● TASK OBJECTIVE
Each line of the data has to be transcribed exactly.

Dataset excerpts
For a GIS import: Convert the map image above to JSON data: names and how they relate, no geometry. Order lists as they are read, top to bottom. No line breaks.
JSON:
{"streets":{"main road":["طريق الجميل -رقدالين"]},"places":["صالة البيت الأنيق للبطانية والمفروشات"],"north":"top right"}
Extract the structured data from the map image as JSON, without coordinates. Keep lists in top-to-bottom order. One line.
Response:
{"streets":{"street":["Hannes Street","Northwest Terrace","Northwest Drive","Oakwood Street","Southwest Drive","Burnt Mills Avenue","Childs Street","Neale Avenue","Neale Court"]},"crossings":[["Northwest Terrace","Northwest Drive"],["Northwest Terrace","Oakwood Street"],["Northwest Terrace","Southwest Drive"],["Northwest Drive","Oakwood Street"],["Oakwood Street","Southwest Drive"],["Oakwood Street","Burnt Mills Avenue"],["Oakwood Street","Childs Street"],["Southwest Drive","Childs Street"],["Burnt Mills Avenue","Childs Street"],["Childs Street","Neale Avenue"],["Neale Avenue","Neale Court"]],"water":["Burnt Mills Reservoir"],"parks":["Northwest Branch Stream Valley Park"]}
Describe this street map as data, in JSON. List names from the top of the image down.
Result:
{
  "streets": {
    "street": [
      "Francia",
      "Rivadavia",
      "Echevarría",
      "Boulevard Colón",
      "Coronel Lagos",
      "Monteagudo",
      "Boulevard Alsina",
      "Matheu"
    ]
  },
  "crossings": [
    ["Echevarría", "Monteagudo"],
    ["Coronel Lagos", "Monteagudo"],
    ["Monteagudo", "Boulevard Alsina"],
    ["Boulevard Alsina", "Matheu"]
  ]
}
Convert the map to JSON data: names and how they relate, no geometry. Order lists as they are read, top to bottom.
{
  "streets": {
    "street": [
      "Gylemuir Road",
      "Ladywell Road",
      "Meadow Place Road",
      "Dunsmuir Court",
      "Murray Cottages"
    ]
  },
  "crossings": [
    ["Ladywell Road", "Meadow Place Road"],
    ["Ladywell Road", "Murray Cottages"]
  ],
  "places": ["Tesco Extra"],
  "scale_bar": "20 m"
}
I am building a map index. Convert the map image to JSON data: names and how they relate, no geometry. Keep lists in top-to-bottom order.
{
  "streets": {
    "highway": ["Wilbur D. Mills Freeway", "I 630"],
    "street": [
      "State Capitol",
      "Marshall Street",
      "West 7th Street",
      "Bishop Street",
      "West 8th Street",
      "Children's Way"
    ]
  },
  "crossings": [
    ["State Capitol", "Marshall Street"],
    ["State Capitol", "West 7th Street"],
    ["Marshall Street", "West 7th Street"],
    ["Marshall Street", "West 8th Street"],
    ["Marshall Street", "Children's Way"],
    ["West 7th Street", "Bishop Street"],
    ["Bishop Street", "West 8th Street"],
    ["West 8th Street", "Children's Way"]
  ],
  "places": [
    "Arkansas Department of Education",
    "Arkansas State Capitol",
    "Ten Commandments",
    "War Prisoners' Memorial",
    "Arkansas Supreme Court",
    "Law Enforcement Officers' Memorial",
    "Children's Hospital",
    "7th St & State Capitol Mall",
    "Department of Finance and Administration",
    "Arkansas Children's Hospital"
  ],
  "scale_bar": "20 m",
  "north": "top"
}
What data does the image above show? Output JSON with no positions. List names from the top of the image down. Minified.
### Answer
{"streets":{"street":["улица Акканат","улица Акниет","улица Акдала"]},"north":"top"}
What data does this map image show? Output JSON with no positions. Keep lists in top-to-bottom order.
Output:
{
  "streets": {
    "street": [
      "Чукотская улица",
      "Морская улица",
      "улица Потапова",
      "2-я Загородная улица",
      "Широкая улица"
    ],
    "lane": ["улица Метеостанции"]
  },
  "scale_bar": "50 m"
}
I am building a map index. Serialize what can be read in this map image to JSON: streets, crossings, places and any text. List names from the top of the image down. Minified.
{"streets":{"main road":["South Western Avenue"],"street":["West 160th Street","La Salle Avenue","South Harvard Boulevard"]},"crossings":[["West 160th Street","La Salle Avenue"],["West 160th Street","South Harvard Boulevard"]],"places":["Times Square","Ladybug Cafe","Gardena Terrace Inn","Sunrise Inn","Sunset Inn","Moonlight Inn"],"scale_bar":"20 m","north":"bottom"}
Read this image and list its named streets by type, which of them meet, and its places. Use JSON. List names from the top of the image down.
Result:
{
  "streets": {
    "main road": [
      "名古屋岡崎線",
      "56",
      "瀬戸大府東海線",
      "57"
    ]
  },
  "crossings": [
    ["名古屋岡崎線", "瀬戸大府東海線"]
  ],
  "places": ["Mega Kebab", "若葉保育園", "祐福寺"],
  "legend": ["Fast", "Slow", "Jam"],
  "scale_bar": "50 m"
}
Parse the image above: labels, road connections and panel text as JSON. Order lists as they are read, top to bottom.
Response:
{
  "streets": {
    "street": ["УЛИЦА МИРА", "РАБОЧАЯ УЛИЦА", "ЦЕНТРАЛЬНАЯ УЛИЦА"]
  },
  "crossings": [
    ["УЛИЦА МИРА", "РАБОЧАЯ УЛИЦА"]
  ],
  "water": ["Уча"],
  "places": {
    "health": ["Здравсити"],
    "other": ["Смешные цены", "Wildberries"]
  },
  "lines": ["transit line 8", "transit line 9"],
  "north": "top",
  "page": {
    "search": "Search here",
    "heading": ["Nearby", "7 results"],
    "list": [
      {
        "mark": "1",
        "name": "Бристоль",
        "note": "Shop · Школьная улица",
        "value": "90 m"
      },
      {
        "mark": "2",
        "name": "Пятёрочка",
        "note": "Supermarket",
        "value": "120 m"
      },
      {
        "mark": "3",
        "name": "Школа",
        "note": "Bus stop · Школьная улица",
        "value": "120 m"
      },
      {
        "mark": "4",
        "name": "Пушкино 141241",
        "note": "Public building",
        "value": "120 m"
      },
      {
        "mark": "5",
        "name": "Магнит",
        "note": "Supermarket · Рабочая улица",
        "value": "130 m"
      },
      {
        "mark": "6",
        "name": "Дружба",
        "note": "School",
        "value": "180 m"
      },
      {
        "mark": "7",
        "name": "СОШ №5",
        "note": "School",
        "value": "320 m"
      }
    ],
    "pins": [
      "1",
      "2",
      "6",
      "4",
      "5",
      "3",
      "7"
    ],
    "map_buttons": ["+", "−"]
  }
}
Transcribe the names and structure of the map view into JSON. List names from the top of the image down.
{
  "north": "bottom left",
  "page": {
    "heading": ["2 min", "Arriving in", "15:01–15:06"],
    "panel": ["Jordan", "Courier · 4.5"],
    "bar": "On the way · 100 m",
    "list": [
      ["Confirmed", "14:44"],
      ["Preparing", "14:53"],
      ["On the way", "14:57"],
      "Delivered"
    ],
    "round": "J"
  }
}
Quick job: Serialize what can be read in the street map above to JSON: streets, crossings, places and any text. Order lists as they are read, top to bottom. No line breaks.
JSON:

● SOLUTION FOR THIS TASK
For a GIS import: Convert the map image above to JSON data: names and how they relate, no geometry. Order lists as they are read, top to bottom. No line breaks.
JSON:
{"streets":{"main road":["طريق الجميل -رقدالين"]},"places":["صالة البيت الأنيق للبطانية والمفروشات"],"north":"top right"}
Extract the structured data from the map image as JSON, without coordinates. Keep lists in top-to-bottom order. One line.
Response:
{"streets":{"street":["Hannes Street","Northwest Terrace","Northwest Drive","Oakwood Street","Southwest Drive","Burnt Mills Avenue","Childs Street","Neale Avenue","Neale Court"]},"crossings":[["Northwest Terrace","Northwest Drive"],["Northwest Terrace","Oakwood Street"],["Northwest Terrace","Southwest Drive"],["Northwest Drive","Oakwood Street"],["Oakwood Street","Southwest Drive"],["Oakwood Street","Burnt Mills Avenue"],["Oakwood Street","Childs Street"],["Southwest Drive","Childs Street"],["Burnt Mills Avenue","Childs Street"],["Childs Street","Neale Avenue"],["Neale Avenue","Neale Court"]],"water":["Burnt Mills Reservoir"],"parks":["Northwest Branch Stream Valley Park"]}
Describe this street map as data, in JSON. List names from the top of the image down.
Result:
{
  "streets": {
    "street": [
      "Francia",
      "Rivadavia",
      "Echevarría",
      "Boulevard Colón",
      "Coronel Lagos",
      "Monteagudo",
      "Boulevard Alsina",
      "Matheu"
    ]
  },
  "crossings": [
    ["Echevarría", "Monteagudo"],
    ["Coronel Lagos", "Monteagudo"],
    ["Monteagudo", "Boulevard Alsina"],
    ["Boulevard Alsina", "Matheu"]
  ]
}
Convert the map to JSON data: names and how they relate, no geometry. Order lists as they are read, top to bottom.
{
  "streets": {
    "street": [
      "Gylemuir Road",
      "Ladywell Road",
      "Meadow Place Road",
      "Dunsmuir Court",
      "Murray Cottages"
    ]
  },
  "crossings": [
    ["Ladywell Road", "Meadow Place Road"],
    ["Ladywell Road", "Murray Cottages"]
  ],
  "places": ["Tesco Extra"],
  "scale_bar": "20 m"
}
I am building a map index. Convert the map image to JSON data: names and how they relate, no geometry. Keep lists in top-to-bottom order.
{
  "streets": {
    "highway": ["Wilbur D. Mills Freeway", "I 630"],
    "street": [
      "State Capitol",
      "Marshall Street",
      "West 7th Street",
      "Bishop Street",
      "West 8th Street",
      "Children's Way"
    ]
  },
  "crossings": [
    ["State Capitol", "Marshall Street"],
    ["State Capitol", "West 7th Street"],
    ["Marshall Street", "West 7th Street"],
    ["Marshall Street", "West 8th Street"],
    ["Marshall Street", "Children's Way"],
    ["West 7th Street", "Bishop Street"],
    ["Bishop Street", "West 8th Street"],
    ["West 8th Street", "Children's Way"]
  ],
  "places": [
    "Arkansas Department of Education",
    "Arkansas State Capitol",
    "Ten Commandments",
    "War Prisoners' Memorial",
    "Arkansas Supreme Court",
    "Law Enforcement Officers' Memorial",
    "Children's Hospital",
    "7th St & State Capitol Mall",
    "Department of Finance and Administration",
    "Arkansas Children's Hospital"
  ],
  "scale_bar": "20 m",
  "north": "top"
}
What data does the image above show? Output JSON with no positions. List names from the top of the image down. Minified.
### Answer
{"streets":{"street":["улица Акканат","улица Акниет","улица Акдала"]},"north":"top"}
What data does this map image show? Output JSON with no positions. Keep lists in top-to-bottom order.
Output:
{
  "streets": {
    "street": [
      "Чукотская улица",
      "Морская улица",
      "улица Потапова",
      "2-я Загородная улица",
      "Широкая улица"
    ],
    "lane": ["улица Метеостанции"]
  },
  "scale_bar": "50 m"
}
I am building a map index. Serialize what can be read in this map image to JSON: streets, crossings, places and any text. List names from the top of the image down. Minified.
{"streets":{"main road":["South Western Avenue"],"street":["West 160th Street","La Salle Avenue","South Harvard Boulevard"]},"crossings":[["West 160th Street","La Salle Avenue"],["West 160th Street","South Harvard Boulevard"]],"places":["Times Square","Ladybug Cafe","Gardena Terrace Inn","Sunrise Inn","Sunset Inn","Moonlight Inn"],"scale_bar":"20 m","north":"bottom"}
Read this image and list its named streets by type, which of them meet, and its places. Use JSON. List names from the top of the image down.
Result:
{
  "streets": {
    "main road": [
      "名古屋岡崎線",
      "56",
      "瀬戸大府東海線",
      "57"
    ]
  },
  "crossings": [
    ["名古屋岡崎線", "瀬戸大府東海線"]
  ],
  "places": ["Mega Kebab", "若葉保育園", "祐福寺"],
  "legend": ["Fast", "Slow", "Jam"],
  "scale_bar": "50 m"
}
Parse the image above: labels, road connections and panel text as JSON. Order lists as they are read, top to bottom.
Response:
{
  "streets": {
    "street": ["УЛИЦА МИРА", "РАБОЧАЯ УЛИЦА", "ЦЕНТРАЛЬНАЯ УЛИЦА"]
  },
  "crossings": [
    ["УЛИЦА МИРА", "РАБОЧАЯ УЛИЦА"]
  ],
  "water": ["Уча"],
  "places": {
    "health": ["Здравсити"],
    "other": ["Смешные цены", "Wildberries"]
  },
  "lines": ["transit line 8", "transit line 9"],
  "north": "top",
  "page": {
    "search": "Search here",
    "heading": ["Nearby", "7 results"],
    "list": [
      {
        "mark": "1",
        "name": "Бристоль",
        "note": "Shop · Школьная улица",
        "value": "90 m"
      },
      {
        "mark": "2",
        "name": "Пятёрочка",
        "note": "Supermarket",
        "value": "120 m"
      },
      {
        "mark": "3",
        "name": "Школа",
        "note": "Bus stop · Школьная улица",
        "value": "120 m"
      },
      {
        "mark": "4",
        "name": "Пушкино 141241",
        "note": "Public building",
        "value": "120 m"
      },
      {
        "mark": "5",
        "name": "Магнит",
        "note": "Supermarket · Рабочая улица",
        "value": "130 m"
      },
      {
        "mark": "6",
        "name": "Дружба",
        "note": "School",
        "value": "180 m"
      },
      {
        "mark": "7",
        "name": "СОШ №5",
        "note": "School",
        "value": "320 m"
      }
    ],
    "pins": [
      "1",
      "2",
      "6",
      "4",
      "5",
      "3",
      "7"
    ],
    "map_buttons": ["+", "−"]
  }
}
Transcribe the names and structure of the map view into JSON. List names from the top of the image down.
{
  "north": "bottom left",
  "page": {
    "heading": ["2 min", "Arriving in", "15:01–15:06"],
    "panel": ["Jordan", "Courier · 4.5"],
    "bar": "On the way · 100 m",
    "list": [
      ["Confirmed", "14:44"],
      ["Preparing", "14:53"],
      ["On the way", "14:57"],
      "Delivered"
    ],
    "round": "J"
  }
}
Quick job: Serialize what can be read in the street map above to JSON: streets, crossings, places and any text. Order lists as they are read, top to bottom. No line breaks.
JSON:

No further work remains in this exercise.